Una di queste due strade – maggioranza sindacale o referendum preventivo – deve essere seguita anche se lo sciopero riguarda un intero settore, come il trasporto pubblico locale. Ma non è troppo complicato consultare tutti i lavoratori di una categoria, le aziende degli autobus di Roma, Milano, Napoli e tutte le altre? «Se si può fare in Germania e in Inghilterta – risponde Ichino – si può fare anche qui. Ed è anche un modo per sottolineare l’eccezionalità di una forma di protesta che invece ormai è diventata una routine e si è trasformata in uno strumento per il regolamento di conti fra sigle diverse». La relazione che accompagna il ddl si apre con una frase di Vittorio Foa, uno dei padri del movimento sindacale. L’assemblea costituente stava discutendo proprio del diritto di sciopero, che tornava dopo il fascismo. E lui lo definiva uno strumento da usare «con grande misura e parsimonia». Non è andata così. In Italia, mentre nel settore manifatturiero esposto alla concorrenza gli scioperi si sono molto rarefatti, nel settore dei servizi pubblici ci sono migliaia scioperi ogni anno, l’80% al venerdì o al lunedì, con l’effetto pratico del week end lungo.

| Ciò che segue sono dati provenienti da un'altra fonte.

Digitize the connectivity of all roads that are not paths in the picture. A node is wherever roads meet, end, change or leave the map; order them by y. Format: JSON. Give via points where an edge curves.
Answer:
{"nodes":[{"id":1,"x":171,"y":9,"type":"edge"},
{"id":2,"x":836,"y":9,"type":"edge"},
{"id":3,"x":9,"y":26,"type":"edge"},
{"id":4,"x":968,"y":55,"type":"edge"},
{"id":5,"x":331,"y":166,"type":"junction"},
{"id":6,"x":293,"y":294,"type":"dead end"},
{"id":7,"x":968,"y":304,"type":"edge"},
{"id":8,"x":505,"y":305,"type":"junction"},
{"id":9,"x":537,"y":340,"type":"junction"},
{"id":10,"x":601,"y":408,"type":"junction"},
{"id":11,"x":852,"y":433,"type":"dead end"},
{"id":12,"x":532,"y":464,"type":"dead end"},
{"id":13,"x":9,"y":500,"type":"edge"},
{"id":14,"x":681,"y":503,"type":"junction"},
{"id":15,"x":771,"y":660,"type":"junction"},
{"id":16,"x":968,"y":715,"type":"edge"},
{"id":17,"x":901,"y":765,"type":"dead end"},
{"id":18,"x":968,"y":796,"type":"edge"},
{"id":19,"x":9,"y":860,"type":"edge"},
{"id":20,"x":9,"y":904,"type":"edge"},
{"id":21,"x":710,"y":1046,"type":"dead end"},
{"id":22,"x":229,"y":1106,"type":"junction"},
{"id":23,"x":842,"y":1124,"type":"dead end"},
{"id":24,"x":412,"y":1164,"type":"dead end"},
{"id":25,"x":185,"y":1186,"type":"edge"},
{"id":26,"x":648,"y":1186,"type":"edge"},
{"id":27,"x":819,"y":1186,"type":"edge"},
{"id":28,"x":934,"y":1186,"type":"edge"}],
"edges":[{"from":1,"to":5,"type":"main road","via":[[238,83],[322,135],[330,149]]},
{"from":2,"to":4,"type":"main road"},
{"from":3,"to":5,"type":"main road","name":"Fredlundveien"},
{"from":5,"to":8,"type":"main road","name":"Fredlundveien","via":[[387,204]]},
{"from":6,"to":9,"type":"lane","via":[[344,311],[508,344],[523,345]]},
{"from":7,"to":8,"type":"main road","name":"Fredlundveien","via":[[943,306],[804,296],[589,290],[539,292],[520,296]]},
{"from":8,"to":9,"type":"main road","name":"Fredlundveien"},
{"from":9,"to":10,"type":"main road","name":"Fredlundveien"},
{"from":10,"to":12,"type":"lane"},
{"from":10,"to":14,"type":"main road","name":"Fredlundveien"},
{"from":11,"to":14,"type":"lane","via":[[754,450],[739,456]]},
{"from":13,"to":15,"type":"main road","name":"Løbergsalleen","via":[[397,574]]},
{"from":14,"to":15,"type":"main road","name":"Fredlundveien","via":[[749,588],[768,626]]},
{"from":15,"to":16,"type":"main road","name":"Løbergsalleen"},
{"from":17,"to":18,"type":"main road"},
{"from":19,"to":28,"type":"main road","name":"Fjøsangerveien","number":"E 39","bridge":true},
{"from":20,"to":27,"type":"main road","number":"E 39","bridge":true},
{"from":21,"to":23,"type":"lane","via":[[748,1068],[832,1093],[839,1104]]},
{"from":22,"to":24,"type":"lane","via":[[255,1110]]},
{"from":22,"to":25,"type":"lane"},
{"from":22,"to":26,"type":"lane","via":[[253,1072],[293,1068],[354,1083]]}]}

Il ddl dei senatori Pd e SVP, al momento, riguarda solo il trasporto pubblico. Ma potrebbe essere esteso anche ai beni culturali come suggerito dal ministro Delrio. «È una questione di buon senso – dice Ichino -: se si  gestisce un patrimonio dell’umanità, si svolge un servizio per il mondo intero: più servizio pubblico di così…». E le assemblee a sorpresa, come quelle di Pompei? «Il diritto di assemblea non si discute; ma va esercitato in forme e tempi compatibili con le esigenze del servizio. Come avviene già oggi nel settore dell’elettricità o del gas». Il governo condivide, ma preferisce non metterci il cappello sopra. Anche per evitare che il tutto si riduca ad uno nuovo capitolo del match fra Renzi e i sindacati. Ma non c’è il rischio che, in un Parlamento intasato da decreti legge e voti di fiducia, un semplice disegno di legge di iniziativa parlamentare rimanga fermo, proprio come gli autobus di Roma? «Il rischio c’è – dice Ichino – ma nell’ultimo anno tutti i disegni di legge seri, anche quelli di iniziativa parlamentare hanno camminato molto più in fretta, come dimostra anche il testo sulle unioni civili». E lui dice di essere ottimista per due motivi: «Cgil Cisl e Uil hanno capito che le regole attuali danneggiano anche loro, favorendo le sigle più spregiudicate. Del resto, Cisl e Uil hanno già firmato con la FCA di Marchionne un accordo aziendale che applica, per gli scioperi, lo stesso principio di democrazia sindacale che è previsto nel nostro disegno di legge. E quello non è nemmeno un servizio pubblico».